I am worried in the case of when this happens on stanzas though, so that those are not being lost. Perhaps in the past, theses were silently lost and nobody notices. I am unsure if anybody excepts 100% message delivery fidelity in Openfire, I don’t think that is a tenable goal.

Ok, mb exclude from error reporting presence packets only?

We keep hitting the same error the last couple of weeks after successfully running 3.10.2 on Centos 7 under JRE7 build 80 for 2 months!

Issue 903 is inaccessible within JIRA and we don’t know whether it has been addressed in a nightly build or not.

I attach our log with the error.
openfire_localsession_internal_error.txt.zip (7036 Bytes)

The Jira issue this morning has been resolved, tickets should be accessible again.

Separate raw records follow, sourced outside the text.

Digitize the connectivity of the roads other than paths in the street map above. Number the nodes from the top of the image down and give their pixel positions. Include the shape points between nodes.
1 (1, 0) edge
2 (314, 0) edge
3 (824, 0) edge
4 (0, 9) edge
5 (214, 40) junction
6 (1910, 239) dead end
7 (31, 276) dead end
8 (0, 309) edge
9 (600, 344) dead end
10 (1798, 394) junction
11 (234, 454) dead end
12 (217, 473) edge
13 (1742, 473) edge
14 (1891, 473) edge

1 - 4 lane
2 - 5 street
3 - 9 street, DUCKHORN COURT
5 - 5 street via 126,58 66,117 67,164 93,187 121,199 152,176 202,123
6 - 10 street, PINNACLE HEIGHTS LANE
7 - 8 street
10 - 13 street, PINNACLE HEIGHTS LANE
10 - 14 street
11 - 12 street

We upgraded to 3.10.2 some time ago but we’ve been increasingly receiving complaints of users appearing online when they are confirmed as being offline. We’re seeing the same errors were were seeing in 3.10:

2015.11.05 17:15:01 org.jivesoftware.openfire.nio.NIOConnection - Failed to deliver packet: awayI’m not here right now<c xmlns="http://jabber.org/

protocol/caps" node=“http://pidgin.im/” hash=“sha-1” ver=“I22W7CegORwdbnu0ZiQwGpxr0Go=”/><pho

to/>

2015.11.05 17:15:01 org.jivesoftware.openfire.session.LocalSession - Internal server error

java.lang.IllegalStateException: Connection closed

Is there a solutions for this issue for Openfire 3.10.2 ? I need to restart my Openfire server every now and then.

Is there something preventing you from using 3.10.3 or even 4.0.1 release?

It’s very hard to get a Window for an upgrade as Openfire is being utilized as a corporate IM spanning 5 different continents in our organization. Is the issue already resolved in versions 3.10.3 and 4.0.1 releases ?

Has the issue been resolved in 3.10.3 and 4.0.1 ?